[Editor’s Note: This review may contain spoilers.]
Writer: Dan Abnett
Penciller: Brett Booth
Inker: Norm Rapmund
Reviewed By: Derek McNeil
Despite this being the first issue of a team book, the focus is very much on a single member – the original Wally West. The story starts with a quick overview of his past, starting as Kid Flash, junior partner to the Flash (Barry Allen), being a member of the original Teen Titans, meeting the love of his life, Linda Park, then being erased from history. We also get a shortened retelling of his return to the DC Universe as told in DC Universe: Rebirth #1 and The Flash: Rebirth #1.
An important point is stressed here. Barry had told him in those books, “You’re a Flash,” and Wally affirms this: “Because he was right. I’m a Flash.” Although he is wearing a new uniform, DC is recognizing that he has earned the right to be the Flash, and not relegating him to some new identity to avoid having two Flashes.
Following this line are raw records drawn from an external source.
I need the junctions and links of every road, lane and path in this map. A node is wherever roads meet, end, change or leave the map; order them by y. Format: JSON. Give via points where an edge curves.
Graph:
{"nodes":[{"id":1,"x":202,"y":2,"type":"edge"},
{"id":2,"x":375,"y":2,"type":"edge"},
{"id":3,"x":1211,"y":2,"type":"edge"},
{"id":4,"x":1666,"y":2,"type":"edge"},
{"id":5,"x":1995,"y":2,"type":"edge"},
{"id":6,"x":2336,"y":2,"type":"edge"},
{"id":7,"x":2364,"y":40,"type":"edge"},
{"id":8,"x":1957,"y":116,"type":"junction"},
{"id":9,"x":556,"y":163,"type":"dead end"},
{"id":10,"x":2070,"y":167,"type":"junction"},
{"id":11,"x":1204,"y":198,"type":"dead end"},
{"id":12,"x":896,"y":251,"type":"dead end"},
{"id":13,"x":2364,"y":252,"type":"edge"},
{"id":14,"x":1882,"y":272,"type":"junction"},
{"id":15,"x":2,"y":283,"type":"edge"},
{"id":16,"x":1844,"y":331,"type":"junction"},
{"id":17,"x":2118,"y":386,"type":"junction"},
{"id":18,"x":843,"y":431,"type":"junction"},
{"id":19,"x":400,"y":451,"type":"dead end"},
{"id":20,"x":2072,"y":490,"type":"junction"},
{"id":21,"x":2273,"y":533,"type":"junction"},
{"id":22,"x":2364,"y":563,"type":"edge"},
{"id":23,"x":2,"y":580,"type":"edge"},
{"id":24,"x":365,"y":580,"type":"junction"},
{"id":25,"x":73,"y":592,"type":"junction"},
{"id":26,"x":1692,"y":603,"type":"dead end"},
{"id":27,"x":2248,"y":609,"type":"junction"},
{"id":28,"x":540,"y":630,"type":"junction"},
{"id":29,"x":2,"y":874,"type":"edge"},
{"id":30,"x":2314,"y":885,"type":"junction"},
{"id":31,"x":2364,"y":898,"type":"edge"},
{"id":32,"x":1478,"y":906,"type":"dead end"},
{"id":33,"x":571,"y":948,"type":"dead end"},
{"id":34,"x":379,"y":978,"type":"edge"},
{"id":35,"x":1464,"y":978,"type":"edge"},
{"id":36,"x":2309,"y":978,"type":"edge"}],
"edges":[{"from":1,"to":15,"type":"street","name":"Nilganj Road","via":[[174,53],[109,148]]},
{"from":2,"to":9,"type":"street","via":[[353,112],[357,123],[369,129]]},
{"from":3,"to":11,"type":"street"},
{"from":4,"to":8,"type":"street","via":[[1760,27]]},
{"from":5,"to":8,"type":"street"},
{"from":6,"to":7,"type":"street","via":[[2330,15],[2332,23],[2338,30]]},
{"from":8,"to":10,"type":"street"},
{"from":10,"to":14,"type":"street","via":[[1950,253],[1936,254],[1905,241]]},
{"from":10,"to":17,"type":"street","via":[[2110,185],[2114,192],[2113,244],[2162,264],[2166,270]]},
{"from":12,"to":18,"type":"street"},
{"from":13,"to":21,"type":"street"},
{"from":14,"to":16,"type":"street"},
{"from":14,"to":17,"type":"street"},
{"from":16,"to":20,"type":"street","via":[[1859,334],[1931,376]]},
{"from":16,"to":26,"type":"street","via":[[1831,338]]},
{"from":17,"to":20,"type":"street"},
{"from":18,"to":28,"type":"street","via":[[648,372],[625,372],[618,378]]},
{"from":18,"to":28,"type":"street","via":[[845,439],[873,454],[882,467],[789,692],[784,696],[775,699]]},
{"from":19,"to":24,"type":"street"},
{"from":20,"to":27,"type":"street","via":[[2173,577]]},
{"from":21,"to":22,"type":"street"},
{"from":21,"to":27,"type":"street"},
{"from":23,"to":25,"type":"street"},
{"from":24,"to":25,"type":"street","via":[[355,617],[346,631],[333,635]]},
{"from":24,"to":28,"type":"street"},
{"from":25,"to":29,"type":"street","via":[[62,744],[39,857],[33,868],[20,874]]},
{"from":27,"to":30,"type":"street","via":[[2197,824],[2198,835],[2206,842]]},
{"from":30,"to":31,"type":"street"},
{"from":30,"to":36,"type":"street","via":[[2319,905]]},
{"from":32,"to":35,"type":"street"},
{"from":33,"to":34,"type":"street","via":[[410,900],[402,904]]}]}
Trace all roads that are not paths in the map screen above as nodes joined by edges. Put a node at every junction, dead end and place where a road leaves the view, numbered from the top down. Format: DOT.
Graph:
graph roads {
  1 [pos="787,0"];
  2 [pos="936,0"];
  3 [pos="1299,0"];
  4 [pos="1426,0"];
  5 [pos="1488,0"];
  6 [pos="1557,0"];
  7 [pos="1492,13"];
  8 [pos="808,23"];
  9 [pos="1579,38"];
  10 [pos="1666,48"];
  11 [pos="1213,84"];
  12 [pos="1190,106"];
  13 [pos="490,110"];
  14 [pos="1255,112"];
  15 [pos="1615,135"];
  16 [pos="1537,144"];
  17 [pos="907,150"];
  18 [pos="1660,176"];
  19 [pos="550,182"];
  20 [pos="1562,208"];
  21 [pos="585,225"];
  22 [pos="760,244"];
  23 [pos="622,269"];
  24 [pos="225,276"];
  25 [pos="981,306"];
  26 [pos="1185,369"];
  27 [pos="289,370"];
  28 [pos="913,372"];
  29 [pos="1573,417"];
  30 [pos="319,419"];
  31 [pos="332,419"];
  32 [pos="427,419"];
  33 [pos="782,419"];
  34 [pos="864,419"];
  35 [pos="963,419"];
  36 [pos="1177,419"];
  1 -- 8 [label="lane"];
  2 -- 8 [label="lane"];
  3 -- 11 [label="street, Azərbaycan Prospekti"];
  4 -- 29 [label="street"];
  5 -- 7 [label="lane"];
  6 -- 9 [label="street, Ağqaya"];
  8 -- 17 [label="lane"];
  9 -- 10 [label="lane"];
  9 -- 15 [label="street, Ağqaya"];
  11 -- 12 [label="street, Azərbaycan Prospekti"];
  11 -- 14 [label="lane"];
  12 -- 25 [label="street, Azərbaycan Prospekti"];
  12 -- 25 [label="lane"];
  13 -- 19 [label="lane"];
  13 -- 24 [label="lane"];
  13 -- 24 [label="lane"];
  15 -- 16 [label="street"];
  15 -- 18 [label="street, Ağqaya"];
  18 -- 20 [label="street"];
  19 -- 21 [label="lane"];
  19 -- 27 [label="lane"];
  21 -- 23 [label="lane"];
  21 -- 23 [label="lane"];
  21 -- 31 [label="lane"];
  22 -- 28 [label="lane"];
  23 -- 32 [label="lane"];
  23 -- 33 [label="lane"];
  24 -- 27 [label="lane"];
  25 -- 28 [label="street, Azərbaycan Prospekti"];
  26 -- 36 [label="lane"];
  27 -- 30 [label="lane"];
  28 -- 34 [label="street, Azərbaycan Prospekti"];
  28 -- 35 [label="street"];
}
We then find that Wally’s narration is actually being described to Lilith (going by the superhero name Omen). Lilith is attempting to use her psychic abilities to see if Wally’s memories have some clue about the mysterious threat that has been messing with their history. Unfortunately, Wally’s mind is too stuck on Linda for Lilith to get a fix on anything else.
Then we are shown Linda herself, recalling her meeting with Wally. From her point of view, a stranger resembling the Flash appeared, talking as if he knew her. She doesn’t know what was going on, but her reporter’s instincts tell her that this is a big story.
Back at Dick Grayson’s loft, the Titans are discussing the anonymous threat. One possible lead is Mammoth, who was also involved in the events of the Titans Hunt mini-series. So Arsenal and Donna Troy set off to track him down. They discover that he works for someone called Psimon. Longtime readers will be able to put two and two together and get five – the Fearsome Five, a supervillain group that both Psimon and Mammoth belonged to in the pre-Flashpoint DC Universe.
They rejoin the rest of the group as Lilith manages to sense a dormant presence while probing Wally’s memories. She realizes that she has woken this presence up, and that by doing so, she has done something terrible.
Meanwhile, in Keystone City, we find out who this presence is, as we see an incompetent party magician regaining his memories and being restored to his true form – Abra Kadabra, one of the Flash’s most dangerous villains.
There is much to love about this issue, especially if you’re a fan of Wally West. Wally has some great moments here: the retelling of his reunion with Barry, his love for Linda, his reaffirmation of his identity as the Flash.
There is also some nice moments showing the recently rediscovered friendship between the members of the Titans, such as the teasing Wally endures after telling the others about Linda. There is also a touching scene between Arsenal and Donna where Roy tells her of his past as an addict and Donna laments the memories that they have lost.
DC is successfully keeping their promise to return their characters to the core characteristics that made them great while also making them new and fresh. These characters feel like the same people that we knew from the pre-Flashpoint Titans.
This is not entirely a negative, but I have some reservations about Wally’s new uniform. At first, I didn’t like it, but it’s growing on me. I like that his hair is uncovered, which evokes his original Kid Flash costume. What does bother me is that his costume looks odd without any gold elements, especially the Flash symbol on his chest. However, I do think the white lightning effect when he uses his powers works well.
Also, the focus seemed just slightly too heavy on Wally, almost making it seem as if the other Titans were his supporting cast. However, I trust that this is just due to the opening storyline being centered around him and that the rest will get their chances to shine in further issues.
Also, I am wondering how much of his life Wally remembers. He said in the Rebirth special that his memories were fading. He remembers Linda, but does he remember that they were married? Does he remember their children, Iris and Jai? Hopefully this doesn’t mean that they are written out of DC continuity altogether. I would still like to see Iris continue her career as the new Impulse.
Despite these quibbles, it is overall a very good story. It furthers the Rebirth storyline a bit and further cements Wally’s restored place in the DC Universe. Once again, DC is successfully restoring classic elements of the characters while carrying their story forward instead of backward.